In that moment, I wanted to close my eyes and see if I could sleep my way back to the fresh, young, boyish face I used to have, and a body that hasn’t seen so much pizza, chips and a plethora of empty calories. My stomach would argue about those being empty calories, though.

I thought about that lost sleep as I was sitting in the chair, watching the thousands of gray hairs falling off my head and beard. I was thinking there needs to be a sleep bank in which deposits or withdrawals of sleep could be made, or at least get sleep loans or grants. Or maybe I could check out sleep from the library, so I could use my library card to get three weeks’ worth, and then have limitless renewals.

Then again, such a bank would probably go out of business because no one would be making deposits. And everyone would stop checking out books from the library because they were hoarding the sleep checkouts.

It’s amazing the things that I think about when the hair stylist is cutting my hair and I zone out to the world while trying not to stare at the fatigued Neanderthal look-alike staring back at me. I also think about the way I talk in rambling, run-on sentences.

Of course, I can’t go all Cher and turn back time, but if every falling gray hair being cut off my head was a minute’s sleep, I might catch up on all the lost sleep in about 100 years, give or take 50.

Much of that lost sleep has been in the last two-plus years my daughter has graced us with her presence.

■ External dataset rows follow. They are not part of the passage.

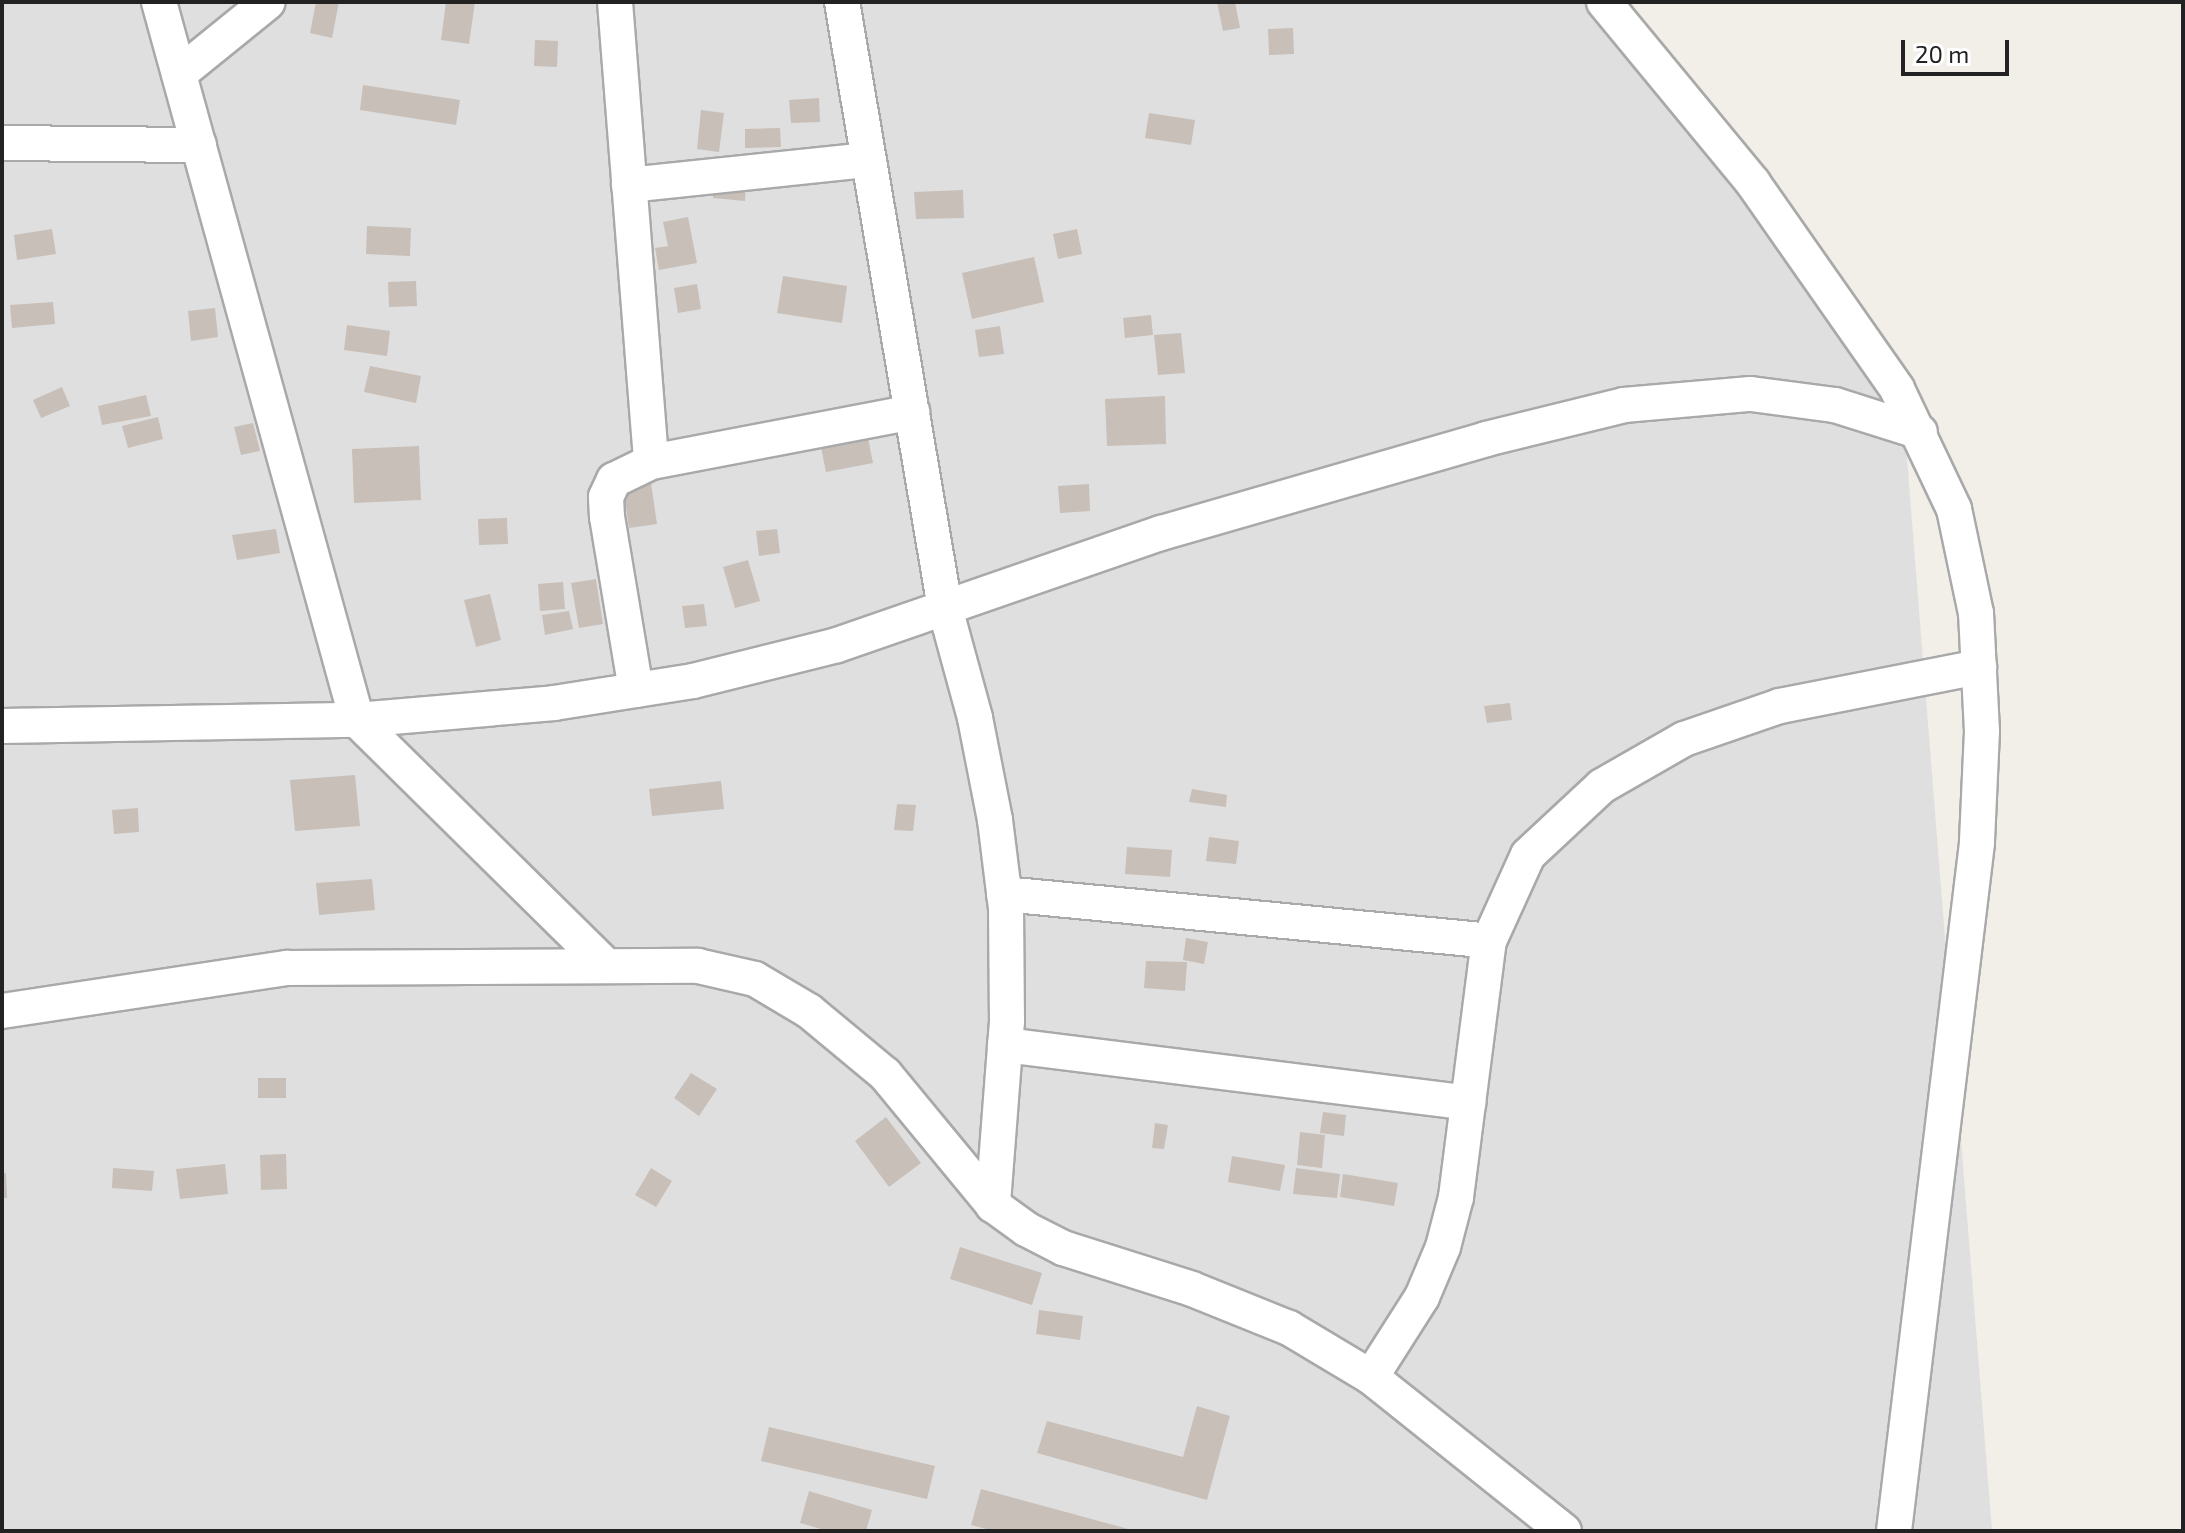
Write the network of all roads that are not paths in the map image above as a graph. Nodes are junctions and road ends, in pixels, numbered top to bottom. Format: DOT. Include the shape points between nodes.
graph roads {
  1 [pos="159,2"];
  2 [pos="268,2"];
  3 [pos="615,2"];
  4 [pos="842,2"];
  5 [pos="1604,2"];
  6 [pos="179,74"];
  7 [pos="2,143"];
  8 [pos="199,145"];
  9 [pos="868,160"];
  10 [pos="629,185"];
  11 [pos="912,412"];
  12 [pos="1920,432"];
  13 [pos="651,462"];
  14 [pos="945,608"];
  15 [pos="1979,667"];
  16 [pos="636,690"];
  17 [pos="357,720"];
  18 [pos="2,726"];
  19 [pos="1004,894"];
  20 [pos="1489,941"];
  21 [pos="604,964"];
  22 [pos="2,1011"];
  23 [pos="1005,1045"];
  24 [pos="1468,1103"];
  25 [pos="993,1205"];
  26 [pos="1371,1377"];
  27 [pos="1564,1531"];
  28 [pos="1894,1531"];
  1 -- 6 [label="street"];
  2 -- 6 [label="street"];
  3 -- 10 [label="street"];
  4 -- 9 [label="street"];
  5 -- 12 [label="street" via="1753,183 1897,389"];
  6 -- 8 [label="street"];
  7 -- 8 [label="street"];
  8 -- 17 [label="street"];
  9 -- 10 [label="street"];
  9 -- 11 [label="street"];
  10 -- 13 [label="street"];
  11 -- 13 [label="street"];
  11 -- 14 [label="street"];
  12 -- 14 [label="street" via="1835,405 1751,394 1624,405 1486,439 1161,533"];
  12 -- 15 [label="street" via="1954,509 1976,613"];
  13 -- 16 [label="street" via="614,480 606,497"];
  14 -- 16 [label="street" via="837,645"];
  14 -- 19 [label="street" via="975,718"];
  15 -- 20 [label="street" via="1780,706 1684,739 1602,786 1528,855"];
  15 -- 28 [label="street" via="1977,843"];
  16 -- 17 [label="street" via="554,703"];
  17 -- 18 [label="street"];
  17 -- 21 [label="street"];
  19 -- 20 [label="street"];
  19 -- 23 [label="street"];
  20 -- 24 [label="street"];
  21 -- 22 [label="street" via="287,968"];
  21 -- 25 [label="street" via="698,966 726,972 755,979 809,1011 885,1074"];
  23 -- 24 [label="street"];
  23 -- 25 [label="street"];
  24 -- 26 [label="street" via="1456,1197 1443,1247 1422,1297"];
  25 -- 26 [label="street" via="1063,1248 1192,1289 1289,1328"];
  26 -- 27 [label="street"];
}
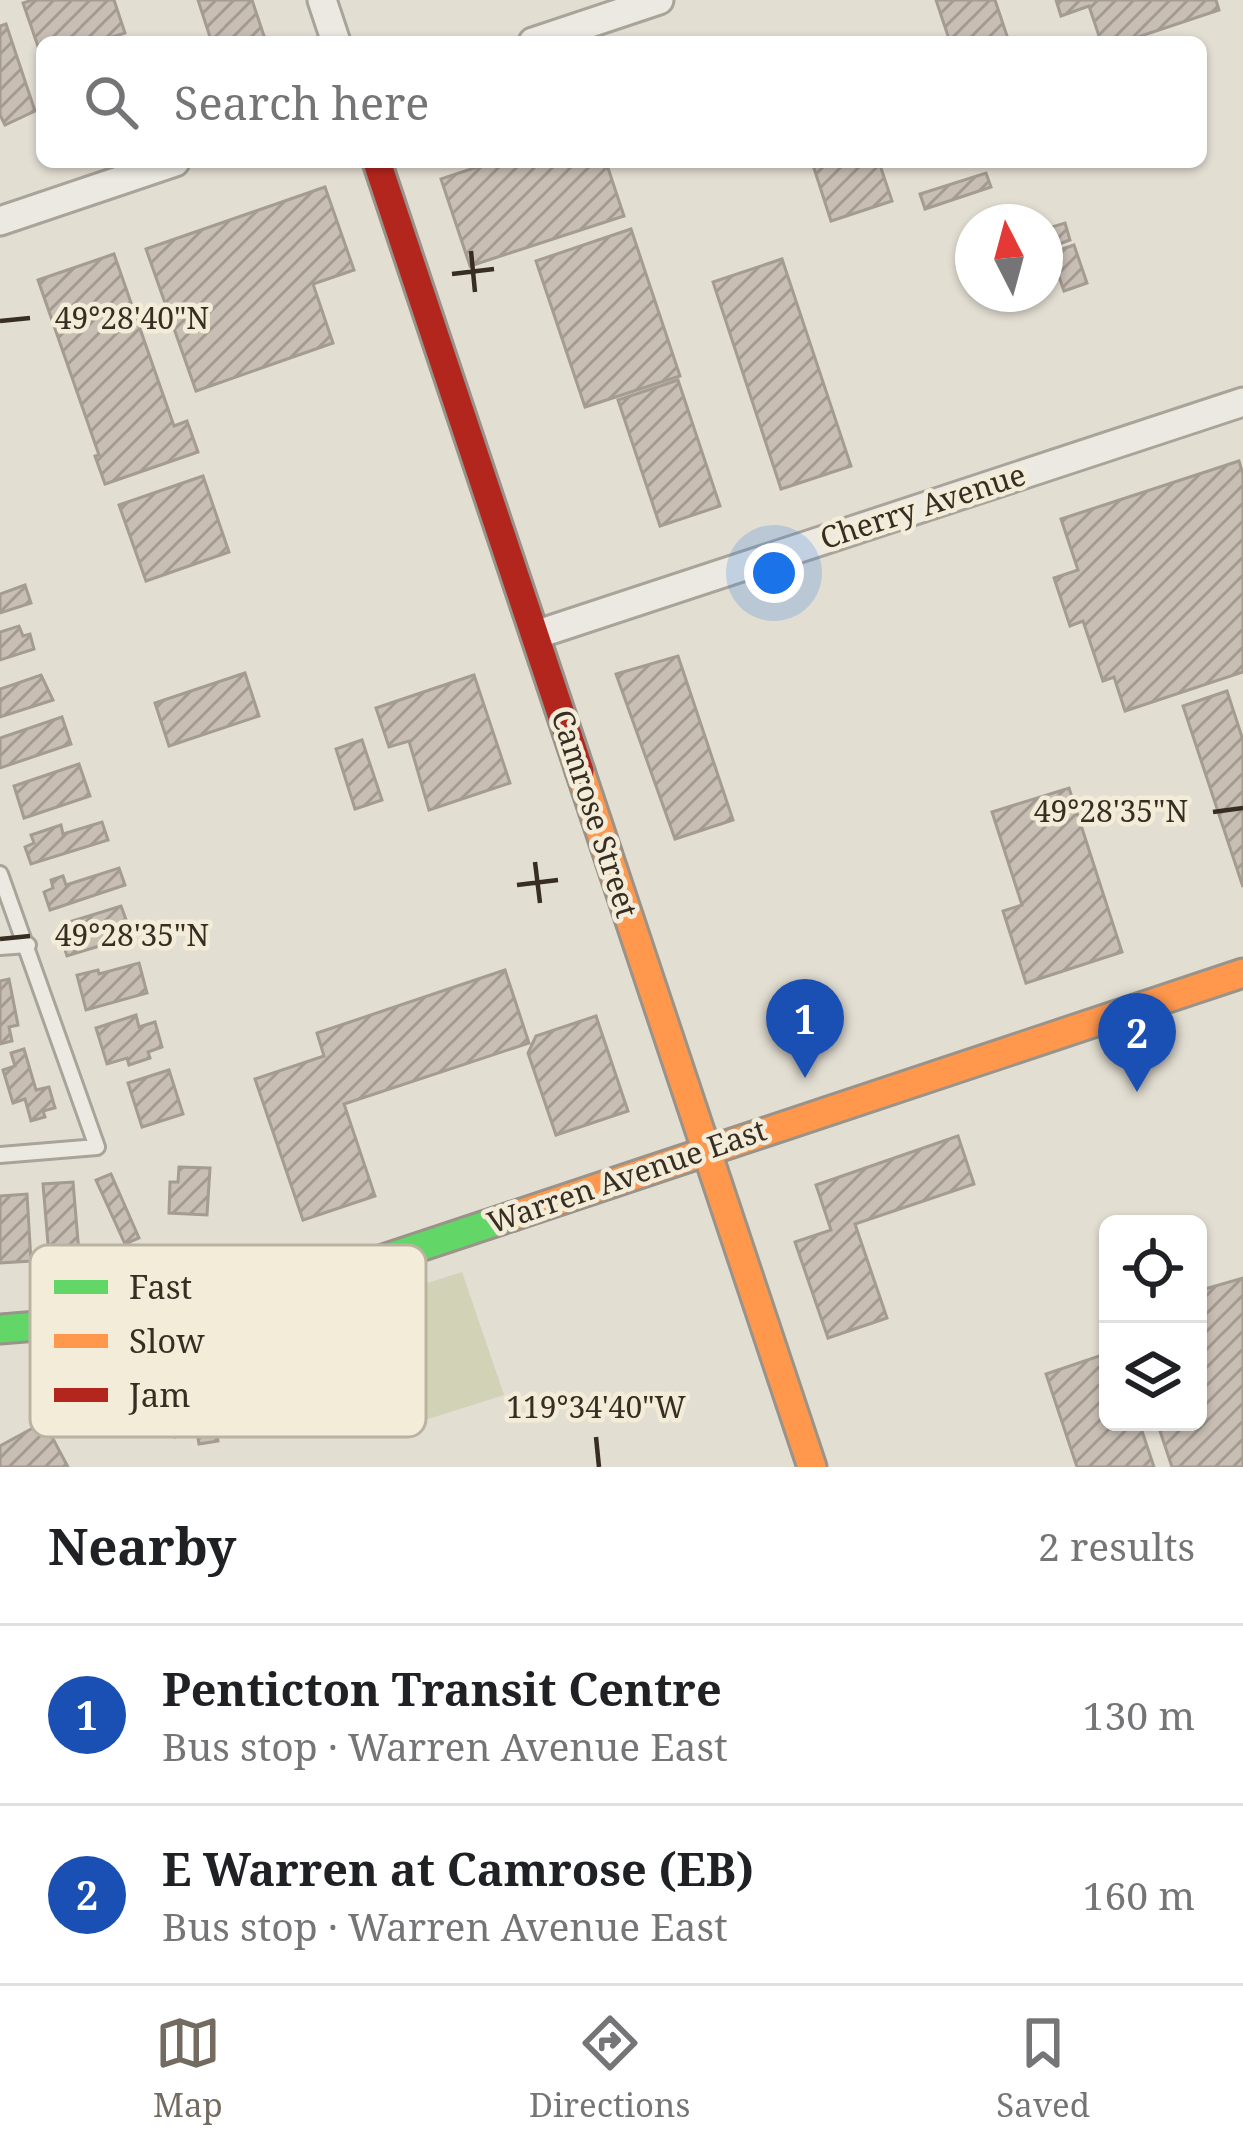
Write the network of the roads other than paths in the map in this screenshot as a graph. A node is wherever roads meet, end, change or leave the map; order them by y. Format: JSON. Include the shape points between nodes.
{"nodes":[{"id":1,"x":322,"y":0,"type":"edge"},
{"id":2,"x":659,"y":0,"type":"edge"},
{"id":3,"x":334,"y":36,"type":"edge"},
{"id":4,"x":551,"y":36,"type":"edge"},
{"id":5,"x":157,"y":168,"type":"edge"},
{"id":6,"x":378,"y":168,"type":"edge"},
{"id":7,"x":0,"y":221,"type":"edge"},
{"id":8,"x":1243,"y":402,"type":"edge"},
{"id":9,"x":536,"y":635,"type":"junction"},
{"id":10,"x":0,"y":874,"type":"edge"},
{"id":11,"x":28,"y":945,"type":"junction"},
{"id":12,"x":0,"y":947,"type":"edge"},
{"id":13,"x":1243,"y":973,"type":"edge"},
{"id":14,"x":706,"y":1150,"type":"junction"},
{"id":15,"x":0,"y":1155,"type":"edge"},
{"id":16,"x":424,"y":1245,"type":"edge"},
{"id":17,"x":30,"y":1327,"type":"edge"},
{"id":18,"x":0,"y":1329,"type":"edge"},
{"id":19,"x":812,"y":1467,"type":"edge"}],
"edges":[{"from":1,"to":3,"type":"street"},
{"from":2,"to":4,"type":"street"},
{"from":5,"to":7,"type":"street"},
{"from":6,"to":9,"type":"street","name":"Camrose Street"},
{"from":8,"to":9,"type":"street","name":"Cherry Avenue"},
{"from":9,"to":14,"type":"street","name":"Camrose Street"},
{"from":10,"to":11,"type":"lane"},
{"from":11,"to":12,"type":"lane"},
{"from":11,"to":15,"type":"lane","via":[[97,1147]]},
{"from":13,"to":14,"type":"street","name":"Warren Avenue East"},
{"from":14,"to":16,"type":"street","name":"Warren Avenue East"},
{"from":14,"to":19,"type":"street","name":"Camrose Street"},
{"from":17,"to":18,"type":"street","name":"Warren Avenue East"}]}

Most recently that came with some unexplained middle-of-the-night crying. She took two hours to go to sleep, then was waking up every half-hour, so my wife and I shared responsibility for trying to get her back to sleep. All the while, we were both trying to diagnose her crying.

Are you sick? Are you itchy (her word for hurt)? Are you hot? Are you upset?

Through her tears and sobbing, we couldn’t diagnose anything. All we could do was try to soothe her and see if she would go back to sleep.

Lullabies, rubbing her back, holding her hand — they all would get her back to sleep, but no sooner had we left her room thinking she was asleep, she would wake up and cry some more.

Eventually, after my fourth time of doing this, I used one of her large stuffed animals as a pillow and grabbed a blanket from her closet and made camp for the rest of the night.

That did the trick, and after too short of a period of time, she was awake and tapping me on my back.

“Dada! Dada! Wake up!”

That’s when the hair stylist asked me to look at myself again, and took me out of my zoned-out, hypnotic state.

“How does it look?”


“Your hair, how does it look?”

“Good, thanks.”

While it felt like she subtracted five pounds of hair from my head, I think the bags under my eyes got bigger.

I think it’ll be another few months before I look in the mirror again.

Right about the time I need another haircut.